Monday, May 28, 2007

Deutschland rockt

Am Montag früh mussten die Franzi und die Andrea leider Abschied von dem wunderbaren Hotel nehmen das die Franzimutter gebucht hatte und in ein Hostel umziehen, wo sie sich ein Zimmer mit sechs anderen Grazien teilten. Das St. Christopher's at the Winston liegt mitten im Rotlichtviertel von Amsterdam, eingekesselt von Sexshops und Condomerien und wurde von der Franzi und der Andrea als bemerkenswert sauber empfunden. Der nette Rezeptionist rief freundlicherweise bei den Amsterdam Pirates an, da die Franzifamilie alle Wegbeschreibungen zu Hause vergessen hatte, und erklärte ihnen das weitere Fortkommen mit den öffentlichen Verkehrsmitteln.
Also drückte man sich gemeinsam in die S-Bahn Nr. 17 nach Osdorp und nahm von dort ein Taxi um rechtzeitig zu Spielbeginn nach Ookmeerpark, dem Heimatplatz der Amsterdam Pirates und dem diesjährigen Austragungsort der
Softball Europameisterschaften zu kommen.
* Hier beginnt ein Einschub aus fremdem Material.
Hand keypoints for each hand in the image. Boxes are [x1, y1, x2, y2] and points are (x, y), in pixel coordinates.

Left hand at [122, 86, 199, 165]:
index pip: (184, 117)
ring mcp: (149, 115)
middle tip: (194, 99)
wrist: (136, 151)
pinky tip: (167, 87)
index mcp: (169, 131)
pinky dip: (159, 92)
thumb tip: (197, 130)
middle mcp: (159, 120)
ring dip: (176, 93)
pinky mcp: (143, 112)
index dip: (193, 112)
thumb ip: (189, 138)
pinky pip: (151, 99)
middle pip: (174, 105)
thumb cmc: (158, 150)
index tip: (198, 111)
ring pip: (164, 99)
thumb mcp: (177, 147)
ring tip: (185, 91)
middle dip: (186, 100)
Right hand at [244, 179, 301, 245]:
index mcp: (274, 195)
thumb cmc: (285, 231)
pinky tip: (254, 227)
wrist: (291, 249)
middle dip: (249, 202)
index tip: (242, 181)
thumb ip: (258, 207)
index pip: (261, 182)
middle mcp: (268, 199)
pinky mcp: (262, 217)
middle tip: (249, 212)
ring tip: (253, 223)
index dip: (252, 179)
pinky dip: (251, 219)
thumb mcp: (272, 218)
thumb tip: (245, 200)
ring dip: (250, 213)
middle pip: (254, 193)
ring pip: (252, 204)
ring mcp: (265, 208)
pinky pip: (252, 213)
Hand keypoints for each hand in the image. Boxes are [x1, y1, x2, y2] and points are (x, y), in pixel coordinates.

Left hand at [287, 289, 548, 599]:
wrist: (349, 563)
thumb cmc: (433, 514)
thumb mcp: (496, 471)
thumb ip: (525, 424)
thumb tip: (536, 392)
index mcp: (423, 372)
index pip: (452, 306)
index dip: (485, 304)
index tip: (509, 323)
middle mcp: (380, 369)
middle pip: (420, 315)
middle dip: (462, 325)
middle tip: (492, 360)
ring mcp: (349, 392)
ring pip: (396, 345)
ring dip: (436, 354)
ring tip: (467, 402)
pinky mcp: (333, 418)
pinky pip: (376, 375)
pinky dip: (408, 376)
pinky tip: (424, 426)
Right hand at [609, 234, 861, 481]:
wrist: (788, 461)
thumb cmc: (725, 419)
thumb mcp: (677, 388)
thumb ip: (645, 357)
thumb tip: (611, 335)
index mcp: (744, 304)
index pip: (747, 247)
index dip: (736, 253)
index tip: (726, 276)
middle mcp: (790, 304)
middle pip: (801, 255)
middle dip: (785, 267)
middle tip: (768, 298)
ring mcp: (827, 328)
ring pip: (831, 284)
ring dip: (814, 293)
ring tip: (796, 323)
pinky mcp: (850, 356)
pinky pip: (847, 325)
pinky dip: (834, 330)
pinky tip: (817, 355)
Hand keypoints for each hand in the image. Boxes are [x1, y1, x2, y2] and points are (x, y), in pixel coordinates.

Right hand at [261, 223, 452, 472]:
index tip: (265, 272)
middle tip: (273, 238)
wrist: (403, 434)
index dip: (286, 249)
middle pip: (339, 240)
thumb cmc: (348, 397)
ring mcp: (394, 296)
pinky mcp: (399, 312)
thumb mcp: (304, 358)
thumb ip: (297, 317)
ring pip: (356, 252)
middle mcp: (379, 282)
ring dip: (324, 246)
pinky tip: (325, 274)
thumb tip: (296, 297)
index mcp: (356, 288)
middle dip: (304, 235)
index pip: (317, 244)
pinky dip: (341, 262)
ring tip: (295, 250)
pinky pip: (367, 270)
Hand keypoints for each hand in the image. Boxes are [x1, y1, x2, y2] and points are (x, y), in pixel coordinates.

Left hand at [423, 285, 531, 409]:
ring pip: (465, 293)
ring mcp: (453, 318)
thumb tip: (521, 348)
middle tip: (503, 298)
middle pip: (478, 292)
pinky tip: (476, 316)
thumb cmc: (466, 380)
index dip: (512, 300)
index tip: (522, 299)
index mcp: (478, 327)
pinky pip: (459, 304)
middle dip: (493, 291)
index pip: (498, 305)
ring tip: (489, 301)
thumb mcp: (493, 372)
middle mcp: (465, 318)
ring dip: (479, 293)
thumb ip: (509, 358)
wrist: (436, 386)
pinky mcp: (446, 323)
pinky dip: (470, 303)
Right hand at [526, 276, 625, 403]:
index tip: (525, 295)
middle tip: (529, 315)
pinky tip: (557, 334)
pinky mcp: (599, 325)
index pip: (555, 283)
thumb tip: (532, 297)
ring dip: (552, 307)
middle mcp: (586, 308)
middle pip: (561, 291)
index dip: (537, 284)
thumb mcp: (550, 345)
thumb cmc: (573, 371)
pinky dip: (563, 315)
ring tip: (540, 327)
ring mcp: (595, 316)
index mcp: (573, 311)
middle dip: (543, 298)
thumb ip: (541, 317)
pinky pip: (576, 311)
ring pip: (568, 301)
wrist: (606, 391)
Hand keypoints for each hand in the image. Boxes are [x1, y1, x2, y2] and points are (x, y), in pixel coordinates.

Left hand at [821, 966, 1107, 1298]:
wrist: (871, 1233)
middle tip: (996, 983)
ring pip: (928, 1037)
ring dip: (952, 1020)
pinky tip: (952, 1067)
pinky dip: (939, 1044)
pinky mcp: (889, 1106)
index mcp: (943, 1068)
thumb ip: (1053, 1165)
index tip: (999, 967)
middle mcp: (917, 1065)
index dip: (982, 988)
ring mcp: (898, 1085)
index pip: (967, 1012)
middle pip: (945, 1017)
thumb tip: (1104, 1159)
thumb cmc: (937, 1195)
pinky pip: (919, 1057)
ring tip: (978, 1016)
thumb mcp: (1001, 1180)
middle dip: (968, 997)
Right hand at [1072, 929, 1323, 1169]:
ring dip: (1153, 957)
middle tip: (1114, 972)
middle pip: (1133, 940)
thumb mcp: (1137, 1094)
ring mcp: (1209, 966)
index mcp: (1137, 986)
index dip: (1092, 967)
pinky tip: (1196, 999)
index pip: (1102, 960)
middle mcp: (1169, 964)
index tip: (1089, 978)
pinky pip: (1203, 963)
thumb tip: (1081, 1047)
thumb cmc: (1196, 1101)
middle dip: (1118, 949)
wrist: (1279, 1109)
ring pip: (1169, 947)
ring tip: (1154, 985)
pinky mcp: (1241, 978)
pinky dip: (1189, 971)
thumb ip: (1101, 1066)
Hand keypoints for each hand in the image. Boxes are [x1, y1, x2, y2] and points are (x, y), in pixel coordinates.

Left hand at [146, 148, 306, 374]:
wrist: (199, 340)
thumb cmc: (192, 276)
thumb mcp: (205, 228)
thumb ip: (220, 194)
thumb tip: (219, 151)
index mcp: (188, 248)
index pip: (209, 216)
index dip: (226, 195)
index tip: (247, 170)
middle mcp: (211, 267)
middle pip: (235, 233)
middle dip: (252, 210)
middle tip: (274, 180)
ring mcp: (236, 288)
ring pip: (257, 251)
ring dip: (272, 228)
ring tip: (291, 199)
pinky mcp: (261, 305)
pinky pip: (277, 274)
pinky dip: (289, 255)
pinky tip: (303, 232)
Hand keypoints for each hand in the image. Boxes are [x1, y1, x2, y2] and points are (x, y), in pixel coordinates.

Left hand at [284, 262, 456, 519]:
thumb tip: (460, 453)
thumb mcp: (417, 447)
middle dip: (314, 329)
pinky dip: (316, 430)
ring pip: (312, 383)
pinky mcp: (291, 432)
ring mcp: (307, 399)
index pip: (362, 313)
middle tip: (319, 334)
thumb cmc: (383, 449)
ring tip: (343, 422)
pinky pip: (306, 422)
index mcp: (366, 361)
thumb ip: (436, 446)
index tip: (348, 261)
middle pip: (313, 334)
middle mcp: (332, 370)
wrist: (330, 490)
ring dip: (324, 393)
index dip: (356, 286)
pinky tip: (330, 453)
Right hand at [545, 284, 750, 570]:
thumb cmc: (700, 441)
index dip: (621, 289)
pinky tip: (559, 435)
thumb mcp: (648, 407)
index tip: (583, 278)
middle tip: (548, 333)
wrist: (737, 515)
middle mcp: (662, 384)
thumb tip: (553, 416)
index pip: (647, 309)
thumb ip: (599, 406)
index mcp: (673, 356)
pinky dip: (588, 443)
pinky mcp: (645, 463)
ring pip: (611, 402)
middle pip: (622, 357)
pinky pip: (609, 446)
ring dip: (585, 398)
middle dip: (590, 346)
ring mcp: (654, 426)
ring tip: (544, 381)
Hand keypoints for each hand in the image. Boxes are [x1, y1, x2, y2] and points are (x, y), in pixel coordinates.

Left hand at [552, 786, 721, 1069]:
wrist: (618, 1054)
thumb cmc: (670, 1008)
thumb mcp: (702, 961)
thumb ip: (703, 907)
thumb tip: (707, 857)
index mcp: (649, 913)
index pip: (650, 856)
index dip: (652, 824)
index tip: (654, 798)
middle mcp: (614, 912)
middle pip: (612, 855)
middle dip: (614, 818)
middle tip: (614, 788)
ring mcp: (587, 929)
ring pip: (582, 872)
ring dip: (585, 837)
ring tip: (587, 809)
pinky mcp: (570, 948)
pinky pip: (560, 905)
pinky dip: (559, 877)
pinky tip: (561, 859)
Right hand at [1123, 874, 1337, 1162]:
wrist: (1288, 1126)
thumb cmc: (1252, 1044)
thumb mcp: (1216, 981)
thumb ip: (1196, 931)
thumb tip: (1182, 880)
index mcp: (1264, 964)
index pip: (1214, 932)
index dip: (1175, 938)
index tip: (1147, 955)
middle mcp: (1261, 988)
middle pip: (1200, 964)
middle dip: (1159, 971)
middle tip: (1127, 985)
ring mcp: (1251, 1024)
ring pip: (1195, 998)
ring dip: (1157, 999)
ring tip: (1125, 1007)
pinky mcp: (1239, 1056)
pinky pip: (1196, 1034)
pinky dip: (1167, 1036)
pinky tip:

Natürlich fing es prompt an zu regnen, als die Familie am Austragungsort angekommen war. Die Fridi, die kleine Schwester von der Franzi spielt nämlich seit diesem Jahr in der deutschen Softball Nationalmannschaft als Catcherin und musste daher mit vereinten Kräften angefeuert werden. Die Deutschen Softballerinnen sind im internationalen Vergleich, besonders verglichen mit den Italienerinnen und den Holländerinnen gelinde gesagt nicht so gut.
Besonders erfreut war die Franzi, als sie die ganzen Freundinnen von der Fridi dort im Publikum sah, die sich die ganze Woche frei genommen hatten und sich spezielle Fridi-Fan T-Shirts gedruckt hatten.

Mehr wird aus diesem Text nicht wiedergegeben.